Yes, we had the sentence of death in ourselves, that we should not trust in
ourselves but in God who raises the dead. (2 Corinthians 1:9)
We shall not be able to raise
ourselves any more than we can crucify ourselves, but we must recognize that the
Lord's dealings with us are with that in view. In order to display the power of
His resurrection, He will very often have to take the attitude toward us of
letting things get well beyond all human power to remedy or save, of allowing
things to go so far that there is no other power in all the universe that can do
anything whatever to save the situation. He will allow death, disintegration to
work, so that nothing, nothing in the universe is of any avail, except the power
of His resurrection.
We shall come to the place where Abraham came, who became the great type of
faith which moved right into resurrection: "He considered his own body now as
good as dead" (Rom. 4:19). That is the phrase used by the apostle about Abraham:
"as good as dead." And Paul came into that: "We had the sentence of death in
ourselves, that we should not trust in ourselves, but in God which raiseth the
dead" (2 Cor. 1:9).
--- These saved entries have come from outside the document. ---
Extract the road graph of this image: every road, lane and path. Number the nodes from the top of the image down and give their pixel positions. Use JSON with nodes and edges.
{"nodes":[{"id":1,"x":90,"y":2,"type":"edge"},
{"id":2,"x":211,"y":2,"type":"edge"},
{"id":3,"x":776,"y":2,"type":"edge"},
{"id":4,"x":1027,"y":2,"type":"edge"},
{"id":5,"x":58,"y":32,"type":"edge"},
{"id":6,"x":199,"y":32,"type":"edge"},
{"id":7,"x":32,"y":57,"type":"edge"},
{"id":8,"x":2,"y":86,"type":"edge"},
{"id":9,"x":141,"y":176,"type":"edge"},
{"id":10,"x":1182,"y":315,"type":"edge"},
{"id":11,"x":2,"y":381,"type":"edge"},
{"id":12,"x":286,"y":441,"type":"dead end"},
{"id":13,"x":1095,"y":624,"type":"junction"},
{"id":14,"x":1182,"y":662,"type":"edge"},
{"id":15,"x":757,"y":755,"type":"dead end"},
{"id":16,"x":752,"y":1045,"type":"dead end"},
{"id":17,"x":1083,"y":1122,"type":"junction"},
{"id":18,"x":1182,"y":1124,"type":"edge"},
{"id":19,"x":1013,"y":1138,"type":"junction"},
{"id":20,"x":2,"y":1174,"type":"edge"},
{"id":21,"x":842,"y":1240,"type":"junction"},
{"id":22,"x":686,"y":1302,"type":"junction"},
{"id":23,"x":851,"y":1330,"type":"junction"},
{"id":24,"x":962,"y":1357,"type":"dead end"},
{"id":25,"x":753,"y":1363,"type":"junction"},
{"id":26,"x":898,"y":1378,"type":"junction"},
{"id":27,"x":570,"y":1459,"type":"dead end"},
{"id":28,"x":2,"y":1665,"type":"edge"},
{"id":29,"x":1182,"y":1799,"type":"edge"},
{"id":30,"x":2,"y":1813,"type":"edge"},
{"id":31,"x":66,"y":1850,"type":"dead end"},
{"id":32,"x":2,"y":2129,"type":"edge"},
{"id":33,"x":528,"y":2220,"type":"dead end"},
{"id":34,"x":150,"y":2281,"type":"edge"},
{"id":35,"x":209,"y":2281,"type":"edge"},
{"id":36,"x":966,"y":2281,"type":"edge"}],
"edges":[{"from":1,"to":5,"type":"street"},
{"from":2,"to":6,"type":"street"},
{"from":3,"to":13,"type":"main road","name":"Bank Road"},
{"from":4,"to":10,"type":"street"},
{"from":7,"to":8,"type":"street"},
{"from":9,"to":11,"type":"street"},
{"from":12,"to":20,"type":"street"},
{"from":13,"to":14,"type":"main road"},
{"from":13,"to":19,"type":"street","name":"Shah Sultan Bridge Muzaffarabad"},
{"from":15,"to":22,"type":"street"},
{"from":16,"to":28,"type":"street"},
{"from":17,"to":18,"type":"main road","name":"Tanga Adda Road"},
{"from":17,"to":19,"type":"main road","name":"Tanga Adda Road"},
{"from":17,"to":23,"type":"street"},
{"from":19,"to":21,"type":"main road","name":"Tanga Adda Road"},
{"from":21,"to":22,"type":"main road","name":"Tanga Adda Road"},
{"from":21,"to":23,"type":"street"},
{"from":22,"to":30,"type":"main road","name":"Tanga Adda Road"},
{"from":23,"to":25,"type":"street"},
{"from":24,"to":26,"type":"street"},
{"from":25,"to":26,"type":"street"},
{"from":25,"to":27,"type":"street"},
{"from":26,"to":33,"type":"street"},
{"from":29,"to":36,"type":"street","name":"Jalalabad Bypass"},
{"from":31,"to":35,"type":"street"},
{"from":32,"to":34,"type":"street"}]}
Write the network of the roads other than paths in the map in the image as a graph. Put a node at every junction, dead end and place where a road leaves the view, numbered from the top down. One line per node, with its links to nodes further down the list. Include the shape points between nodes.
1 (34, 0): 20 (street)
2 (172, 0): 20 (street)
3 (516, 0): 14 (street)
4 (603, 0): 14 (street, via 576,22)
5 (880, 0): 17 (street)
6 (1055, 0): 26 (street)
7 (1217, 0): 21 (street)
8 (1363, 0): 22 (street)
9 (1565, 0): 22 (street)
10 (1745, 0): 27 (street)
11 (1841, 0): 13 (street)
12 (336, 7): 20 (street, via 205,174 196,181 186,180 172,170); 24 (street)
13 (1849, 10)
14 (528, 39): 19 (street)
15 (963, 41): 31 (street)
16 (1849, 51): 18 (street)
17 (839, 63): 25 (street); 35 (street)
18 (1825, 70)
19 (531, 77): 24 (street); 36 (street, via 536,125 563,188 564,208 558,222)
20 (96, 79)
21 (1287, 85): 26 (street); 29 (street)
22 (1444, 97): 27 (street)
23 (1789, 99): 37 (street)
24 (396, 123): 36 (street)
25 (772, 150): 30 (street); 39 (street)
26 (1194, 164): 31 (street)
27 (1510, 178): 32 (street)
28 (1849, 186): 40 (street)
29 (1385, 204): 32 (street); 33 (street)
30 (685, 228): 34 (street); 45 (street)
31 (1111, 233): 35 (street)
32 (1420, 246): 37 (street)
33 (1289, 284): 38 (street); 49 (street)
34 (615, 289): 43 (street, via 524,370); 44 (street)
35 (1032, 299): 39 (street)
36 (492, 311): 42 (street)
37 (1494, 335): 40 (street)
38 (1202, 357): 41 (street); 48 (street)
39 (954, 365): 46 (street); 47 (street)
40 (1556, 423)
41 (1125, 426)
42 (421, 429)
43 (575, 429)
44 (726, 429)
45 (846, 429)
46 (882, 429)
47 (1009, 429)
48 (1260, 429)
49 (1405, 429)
Whatever else men may be able to do in the realm of
creation, they stop short when death has actually taken place; they can do no
more. Resurrection is God's act, and God's alone. Men can do very many things
when they have got life, but when there is no life it is only God who can do
anything. And God will allow His Church and its members oft-times to get into
such situations as are altogether beyond human help, in order that He may give
the display, which is His own display, in which no man has any place to glory.